Bregman is as forthcoming with his hitting mechanics, approach, and mental cues as any big leaguer out there. Here is what he had to say about his swing this year. This was a Zoom press conference with the media following the Astros game on September 25th against the Rangers.

Bregman says he wants to hit balls in the air to the pull side and on a line to the opposite field, but in reality, he was hitting flares to the opposite field and hitting them on the ground to the pull side.

The data mostly backs up that claim. In 2019, on balls hit to the pull side, Bregman had an average exit velocity of 90.7 MPH at an average launch angle of 16°, a 40% Hard Hit %, and a 16% HR%. Since Bregman has elite bat-to-ball skills, most of those metrics didn't change. In 2020, his average exit velocity was 90.6, essentially the same as 2019. His Hard Hit % was 42%, a touch better than in 2019. However, his average launch angle dipped from 16° to 11°, which contributed to his HR% dropping all the way to 9%. Bregman hit 47% of his pull side swings on the ground. In 2019, that number was 40%. He absolutely had less production to the pull side in 2020.

The data gets a little hazier going the opposite way when comparing 2019 to 2020, as Bregman actually performed slightly better to the opposite field in 2020 than 2019, but he also only had 20 batted balls to the opposite field all season. Considering the small sample size, it isn't worth diving too deep into the data.

He's right that most of the balls he hit that way were flares. He had an average exit velocity of 83.4 MPH with an average launch angle of 32°, but that's about the same as what he did in 2019. A lot of the statistical drop off comes from balls that were backspun rockets to the pull side in 2019 becoming top spinners or roll overs in 2020.

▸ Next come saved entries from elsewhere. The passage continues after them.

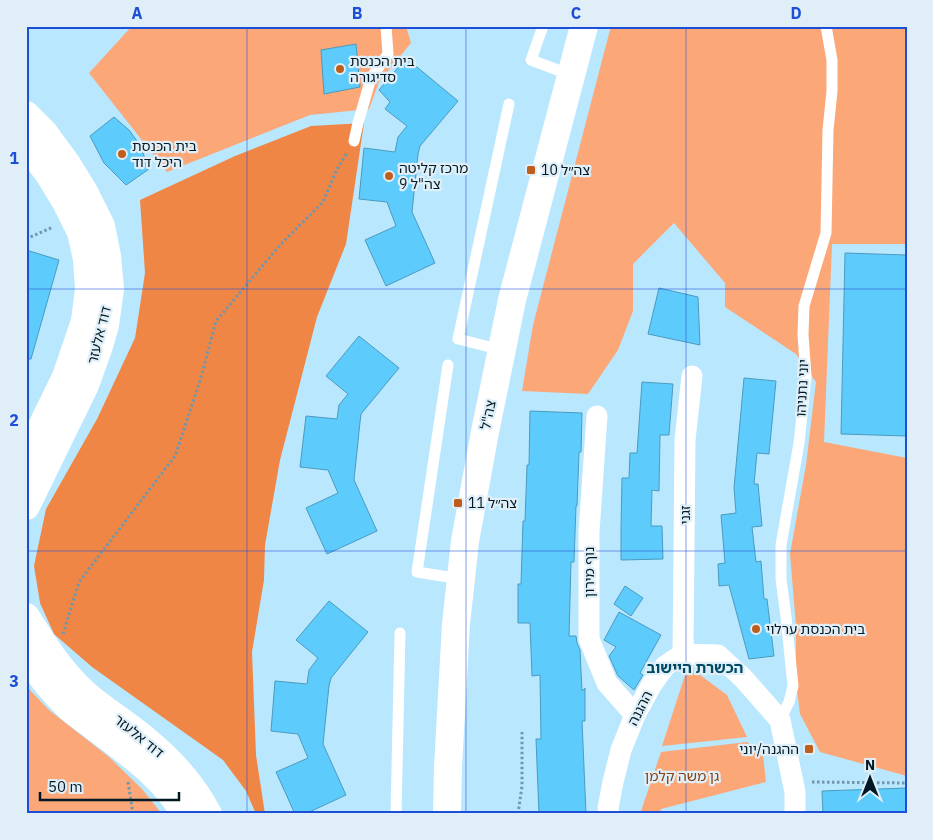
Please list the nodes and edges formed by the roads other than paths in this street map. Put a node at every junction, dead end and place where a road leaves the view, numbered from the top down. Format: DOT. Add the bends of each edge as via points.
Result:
graph roads {
  1 [pos="386,26"];
  2 [pos="543,26"];
  3 [pos="584,26"];
  4 [pos="826,26"];
  5 [pos="572,75"];
  6 [pos="509,104"];
  7 [pos="26,115"];
  8 [pos="354,141"];
  9 [pos="26,144"];
  10 [pos="502,350"];
  11 [pos="448,365"];
  12 [pos="692,376"];
  13 [pos="597,416"];
  14 [pos="26,459"];
  15 [pos="26,506"];
  16 [pos="461,579"];
  17 [pos="26,618"];
  18 [pos="400,633"];
  19 [pos="683,654"];
  20 [pos="26,655"];
  21 [pos="635,715"];
  22 [pos="780,720"];
  23 [pos="185,814"];
  24 [pos="208,814"];
  25 [pos="396,814"];
  26 [pos="447,814"];
  27 [pos="609,814"];
  28 [pos="795,814"];
  1 -- 8 [label="lane" via="388,54 372,78"];
  2 -- 5 [label="lane" via="531,60"];
  3 -- 5 [label="street, צה\"ל"];
  4 -- 22 [label="lane, יוני נתניהו" via="832,60 826,233 804,306 806,376 799,442 780,545 780,579 793,686"];
  5 -- 10 [label="street, צה\"ל" via="512,300"];
  6 -- 10 [label="lane" via="458,339"];
  7 -- 15 [label="street, דוד אלעזר" via="66,163 101,226 110,289 105,325 85,385"];
  9 -- 14 [label="street, דוד אלעזר" via="49,174 81,232 90,289 80,340 66,378"];
  10 -- 16 [label="street, צה\"ל" via="484,432"];
  11 -- 16 [label="lane" via="417,572"];
  12 -- 19 [label="street, זגני" via="685,440"];
  13 -- 21 [label="street, נוף מירון" via="589,532 589,639 607,683"];
  16 -- 26 [label="street, צה\"ל"];
  17 -- 24 [label="street, דוד אלעזר" via="54,661 85,694 150,743 180,772"];
  18 -- 25 [label="lane"];
  19 -- 21 [label="street, ההגנה" via="665,666"];
  19 -- 22 [label="street" via="718,655"];
  20 -- 23 [label="street, דוד אלעזר" via="71,709 136,759 164,785"];
  21 -- 27 [label="street, ההגנה" via="621,750"];
  22 -- 28 [label="street"];
}
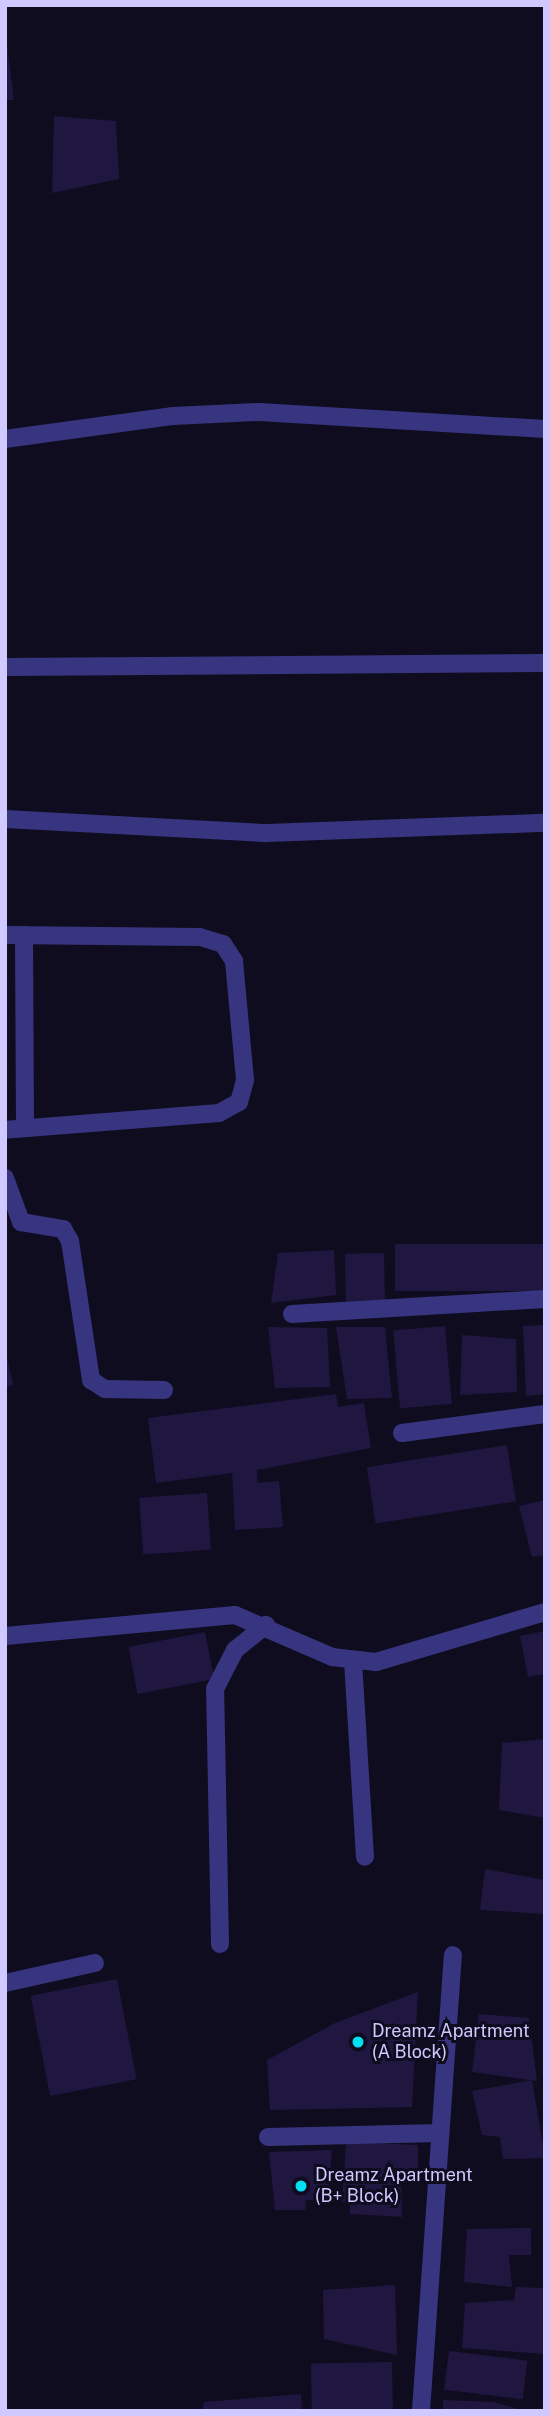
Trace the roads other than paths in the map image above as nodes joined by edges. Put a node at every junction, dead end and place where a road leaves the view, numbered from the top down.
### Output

Bregman also performed horribly against breaking balls in 2020. He batted .150 with a .250 SLG against them in 2020. He had an 84 MPH Average Exit Velocity against them and whiffed 26.5% of the time against them.

It was a far cry from 2019, when he hit .265 with a .588 SLG, 87 MPH average exit velo, and whiffed 18% of the time.

Those numbers lend credence to his statement on his mechanics. It's tough for a hitter to have adjustability against breaking balls if he's blowing out his front side and pulling off of the baseball.

Bregman will spend the offseason working on these mechanical fixes and getting back to the hitter he used to be. If he's consistently hitting the ball in the air to the pull side next year, and he's performing better against breaking balls, then he should be right back in the mix for AL MVP.